FIELD OF THE INVENTIONThe present invention relates to orthotic devices and footwear. In particular, orthotic devices comprising wedges configured to be placed beneath a forefoot.
BACKGROUNDThe ankle foot complex is designed to withstand numerous stresses. When running, ground reaction forces on the lower extremity increase thus placing the lower extremity under excessive stress. The foot and ankle complex has a role in providing a stable support for the body against the ground; absorbing shock; permitting the foot to conform to changing terrain; and acting as a mechanical lever to transfer muscle energy into the ground to assist forward locomotion. The foot can be classified into three compartments: the hindfoot (Calcaneus and Talus); the midfoot (Cuboid, Navicular and three cuneiform bones, lateral, middle and medial); and forefoot (5 metatarsal rays, 14 phalanges and 2 sesamoid bones). The big toe is the Hallux.
During locomotion, movement of the foot, ankle and leg operate together as a complex motion. These movements include the sagittal plane movement which occurs at the talocrural joint and includes dorsiflexion (Extension) with an average range of 20°, and plantar flexion (Flexion) with an average range of 45°. The frontal (coronal) plane movement occurs at the subtalar joint and includes an inversion with an average range of 20°, and an eversion with an average range of 10°. The transverse plane movement occurs as the result of tibal or femoral rotation; and gives information regarding the position of these bones and their associated joints. Pronation and supination are complex triplanar movements. Pronation incorporates movement of eversion, dorsiflexion and abduction. Supination incorporates movement of inversion, plantarflexion and adduction. Finally, the minimal range of hallux extension required at the 1st metatarsophalangeal joint is 65°.
The term “gait” is generally defined as the coordinated sequence of the various biomechanical movements of the lower limbs of a person undergoing locomotion. Gait is more typically described in terms of gait cycle due to the repetition of these movements during locomotion. For example, walking is a typical gait cycle and is used herein to describe the gait cycle.
Walking is divided into two phases. The first phase is the stance phase, which comprises the weight bearing portion of each gait cycle and is initiated by heel contact or heel-strike and ends with toe-off of the same foot. The second phase is the swing phase, which is initiated with toe-off and ends with heel-strike. Basically, the swing phase comprises the swinging of one limb to further locomotion while the contralateral limb remains grounded. The phrase “toe-off” refers to the instance of final contact between the toe and the floor. In normal gait, the point of final contact point between the toe and the floor generally occurs at the very front, bottom edge of the toe.

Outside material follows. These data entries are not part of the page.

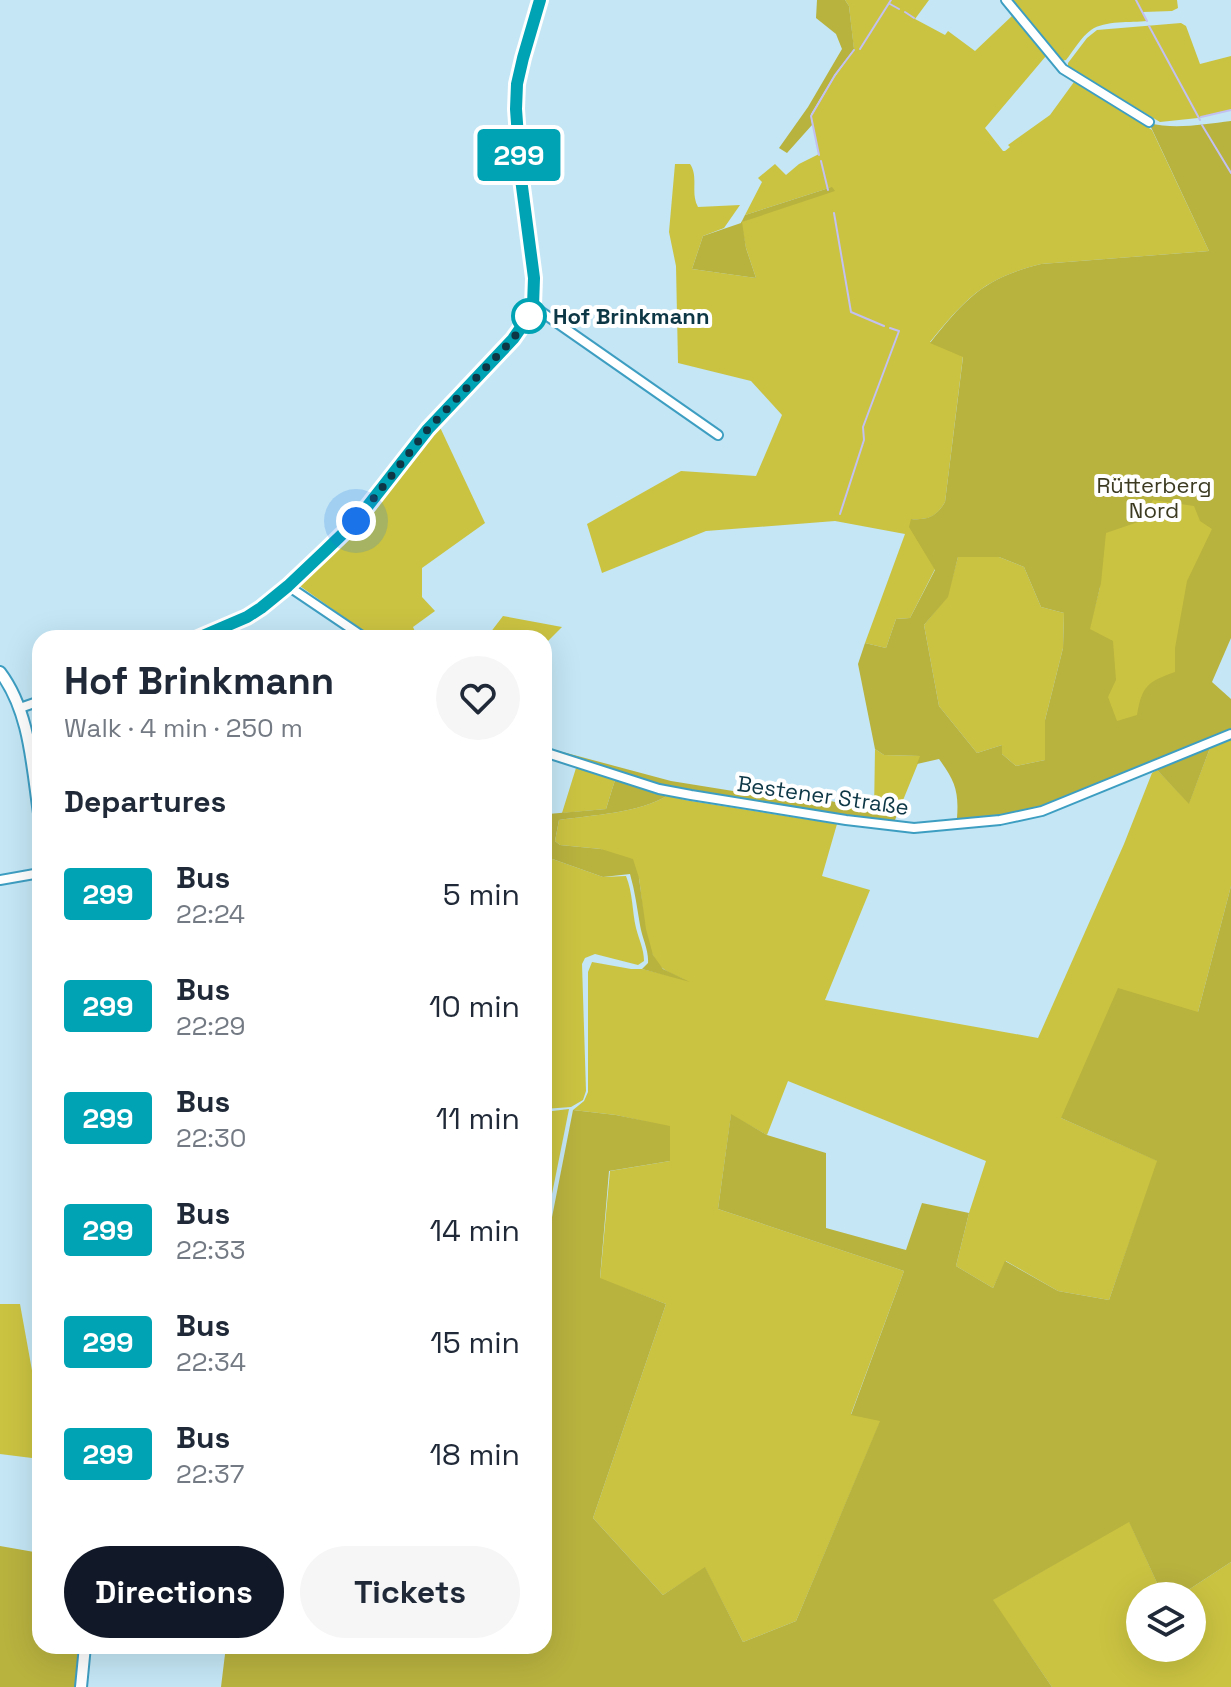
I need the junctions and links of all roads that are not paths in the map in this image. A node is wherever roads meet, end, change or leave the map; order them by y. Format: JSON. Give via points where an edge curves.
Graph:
{"nodes":[{"id":1,"x":540,"y":0,"type":"edge"},
{"id":2,"x":1006,"y":0,"type":"edge"},
{"id":3,"x":1149,"y":122,"type":"dead end"},
{"id":4,"x":533,"y":306,"type":"junction"},
{"id":5,"x":718,"y":435,"type":"dead end"},
{"id":6,"x":288,"y":586,"type":"junction"},
{"id":7,"x":217,"y":630,"type":"edge"},
{"id":8,"x":353,"y":630,"type":"edge"},
{"id":9,"x":0,"y":672,"type":"edge"},
{"id":10,"x":32,"y":704,"type":"edge"},
{"id":11,"x":20,"y":708,"type":"junction"},
{"id":12,"x":1231,"y":734,"type":"edge"},
{"id":13,"x":552,"y":754,"type":"edge"},
{"id":14,"x":32,"y":765,"type":"edge"},
{"id":15,"x":32,"y":874,"type":"edge"},
{"id":16,"x":0,"y":880,"type":"edge"},
{"id":17,"x":84,"y":1654,"type":"edge"},
{"id":18,"x":81,"y":1687,"type":"edge"}],
"edges":[{"from":1,"to":4,"type":"street","via":[[520,71],[516,109]]},
{"from":2,"to":3,"type":"street","via":[[1063,69]]},
{"from":4,"to":5,"type":"street"},
{"from":4,"to":6,"type":"street","via":[[513,339],[428,429],[356,521]]},
{"from":6,"to":7,"type":"street","via":[[247,617]]},
{"from":6,"to":8,"type":"street"},
{"from":9,"to":11,"type":"main road"},
{"from":10,"to":11,"type":"street"},
{"from":11,"to":14,"type":"main road"},
{"from":12,"to":13,"type":"street","name":"Bestener Straße","via":[[1042,811],[914,828],[675,792]]},
{"from":15,"to":16,"type":"street"},
{"from":17,"to":18,"type":"main road"}]}
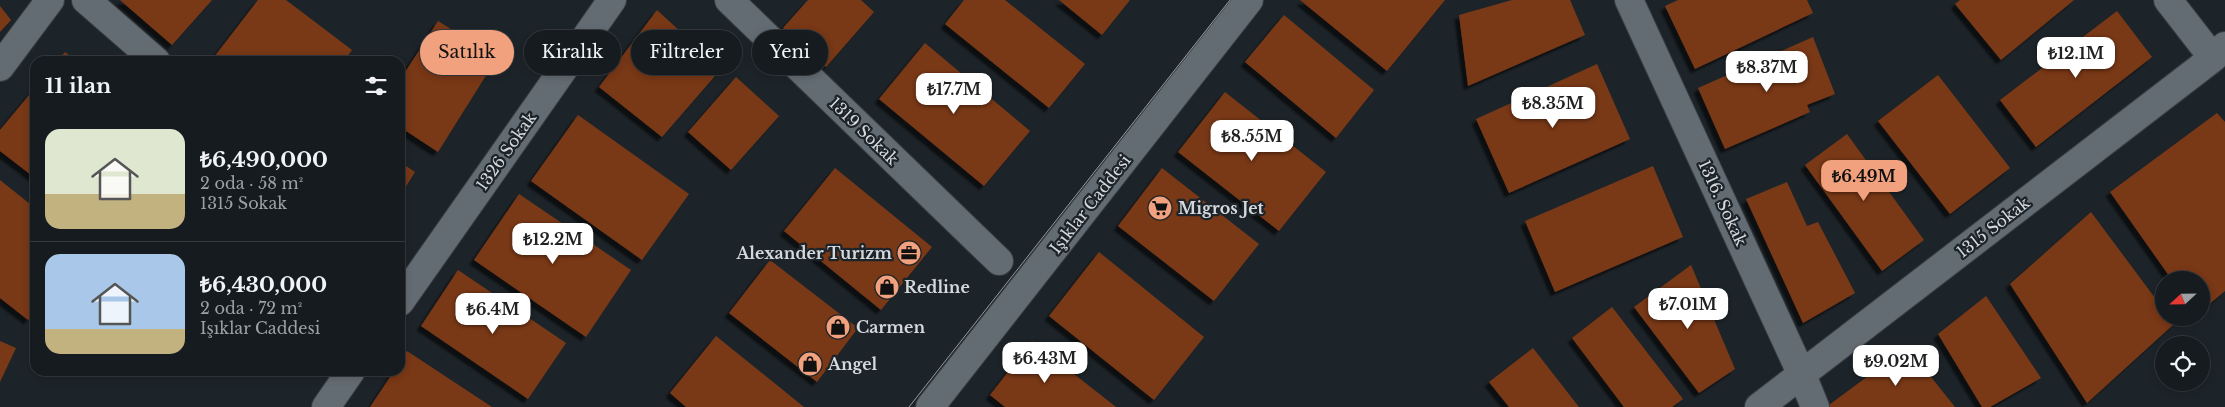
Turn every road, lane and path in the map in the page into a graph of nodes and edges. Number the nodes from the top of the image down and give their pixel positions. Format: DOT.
graph roads {
  1 [pos="50,0"];
  2 [pos="86,0"];
  3 [pos="612,0"];
  4 [pos="729,0"];
  5 [pos="1249,0"];
  6 [pos="1629,0"];
  7 [pos="2168,0"];
  8 [pos="2219,52"];
  9 [pos="150,56"];
  10 [pos="0,67"];
  11 [pos="999,261"];
  12 [pos="405,287"];
  13 [pos="1802,375"];
  14 [pos="348,376"];
  15 [pos="326,407"];
  16 [pos="930,407"];
  17 [pos="1759,407"];
  18 [pos="1815,407"];
  1 -- 10 [label="street"];
  2 -- 9 [label="street"];
  3 -- 12 [label="street, 1326 Sokak"];
  4 -- 11 [label="street, 1319 Sokak"];
  5 -- 16 [label="street, Işıklar Caddesi"];
  6 -- 13 [label="street, 1316. Sokak"];
  7 -- 8 [label="street"];
  8 -- 13 [label="street, 1315 Sokak"];
  13 -- 17 [label="street, 1315 Sokak"];
  13 -- 18 [label="street, 1316. Sokak"];
  14 -- 15 [label="street"];
}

The stance phase comprises three segments, including (1) an initial double stance, (2) a single limb stance, and (3) a terminal double limb stance. The initial double stance segment accounts for approximately 10% of the gait cycle, as does the terminal double limb stance. The single limb stance accounts for a greater portion of the gait cycle, approximately 40%. As such, the stance phase accounts for a total of approximately 60% of the gait cycle, while the swing phase accounts for the remaining 40%.
The two limbs typically do not share the load equally during the double stance segments. Moreover, the load is typically fluctuating between limbs as gait progresses. During normal gait, ipsilateral swing temporally corresponds to single limb stance by the contralateral limb. If the velocity of gait is increased, variations begin to occur in the respective percentages of both the stance phase and the swing phase, and the duration of each aspect of the stance phase decreases until the walk becomes a run, in which case each of the double support periods are eliminated.

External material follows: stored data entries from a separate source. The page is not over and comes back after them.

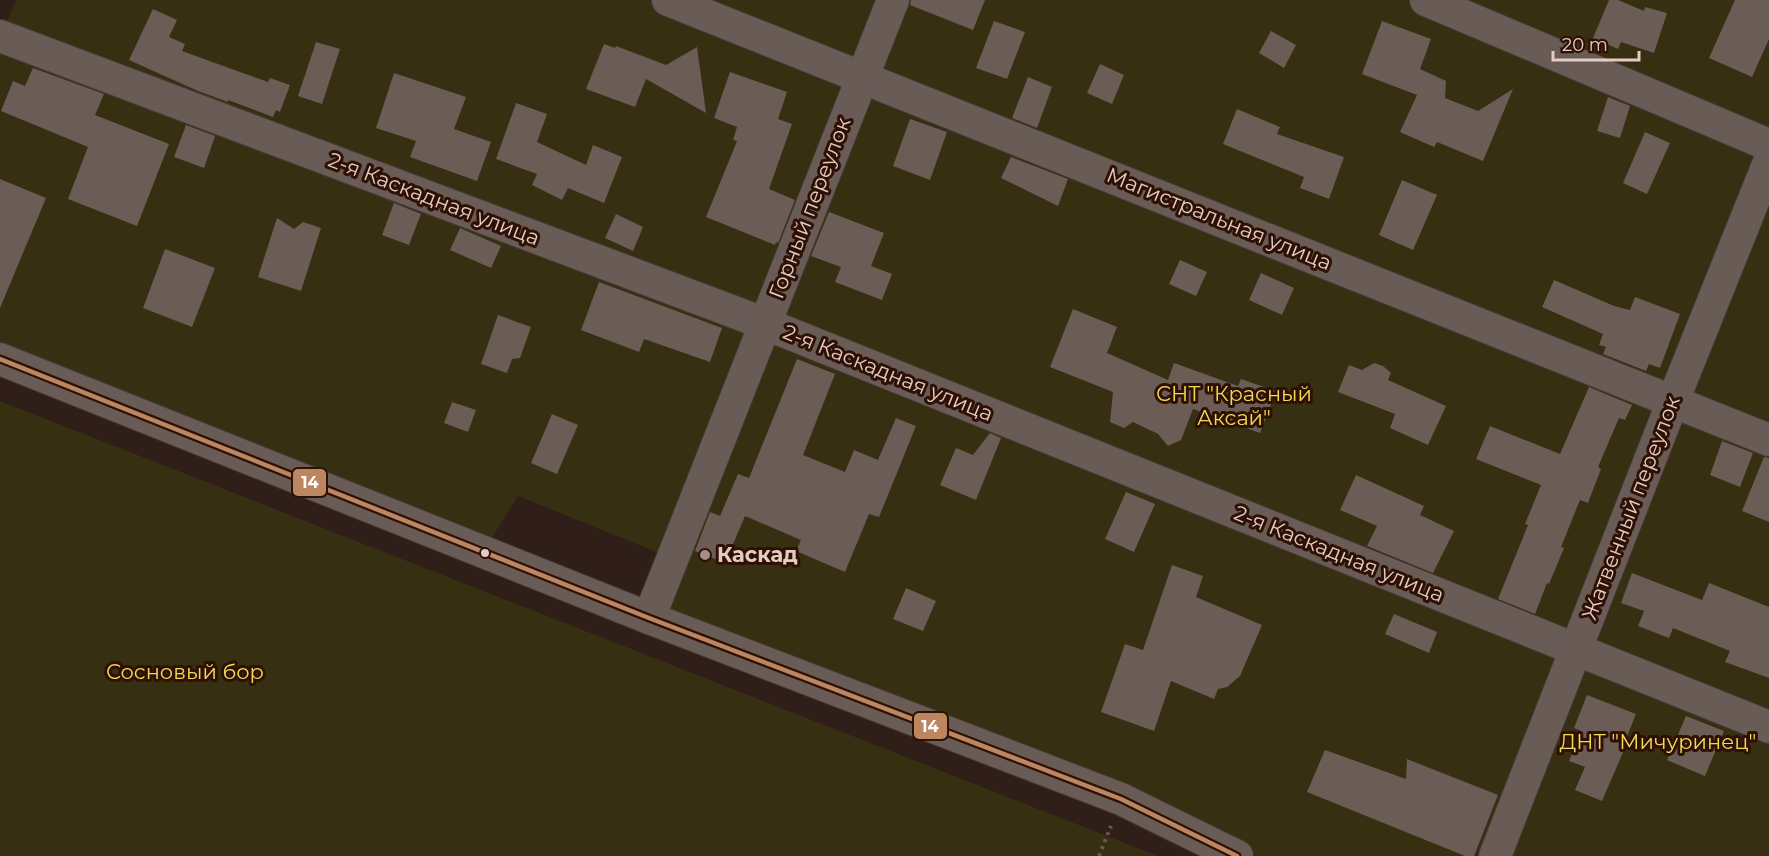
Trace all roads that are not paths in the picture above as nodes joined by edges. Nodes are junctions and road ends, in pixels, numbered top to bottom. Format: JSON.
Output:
{"nodes":[{"id":1,"x":668,"y":0,"type":"edge"},
{"id":2,"x":893,"y":0,"type":"edge"},
{"id":3,"x":1426,"y":0,"type":"edge"},
{"id":4,"x":0,"y":36,"type":"edge"},
{"id":5,"x":862,"y":76,"type":"junction"},
{"id":6,"x":1769,"y":145,"type":"edge"},
{"id":7,"x":1769,"y":162,"type":"edge"},
{"id":8,"x":766,"y":324,"type":"junction"},
{"id":9,"x":0,"y":359,"type":"edge"},
{"id":10,"x":1672,"y":400,"type":"junction"},
{"id":11,"x":1769,"y":440,"type":"edge"},
{"id":12,"x":650,"y":618,"type":"junction"},
{"id":13,"x":1576,"y":650,"type":"junction"},
{"id":14,"x":1769,"y":727,"type":"edge"},
{"id":15,"x":1237,"y":856,"type":"edge"},
{"id":16,"x":1495,"y":856,"type":"edge"}],
"edges":[{"from":1,"to":5,"type":"street","name":"Магистральная улица"},
{"from":2,"to":5,"type":"street","name":"Горный переулок"},
{"from":3,"to":6,"type":"street"},
{"from":4,"to":8,"type":"street","name":"2-я Каскадная улица"},
{"from":5,"to":8,"type":"street","name":"Горный переулок"},
{"from":5,"to":10,"type":"street","name":"Магистральная улица"},
{"from":7,"to":10,"type":"street","name":"Жатвенный переулок"},
{"from":8,"to":12,"type":"street","name":"Горный переулок"},
{"from":8,"to":13,"type":"street","name":"2-я Каскадная улица"},
{"from":9,"to":12,"type":"street"},
{"from":10,"to":11,"type":"street","name":"Магистральная улица"},
{"from":10,"to":13,"type":"street","name":"Жатвенный переулок"},
{"from":12,"to":15,"type":"street"},
{"from":13,"to":14,"type":"street","name":"2-я Каскадная улица"},
{"from":13,"to":16,"type":"street","name":"Жатвенный переулок"}]}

One gait cycle may be thought of in terms of a single stride. A stride may be defined as the distance between two successive placements of the same foot. Basically, a stride consists of two step lengths, left and right, each of which is the distance by which one foot moves forward in front of the other one. In normal gait, a person's step lengths are substantially similar to one another, whereas in pathological gait, or abnormal gait, it is possible for the two step lengths to differ.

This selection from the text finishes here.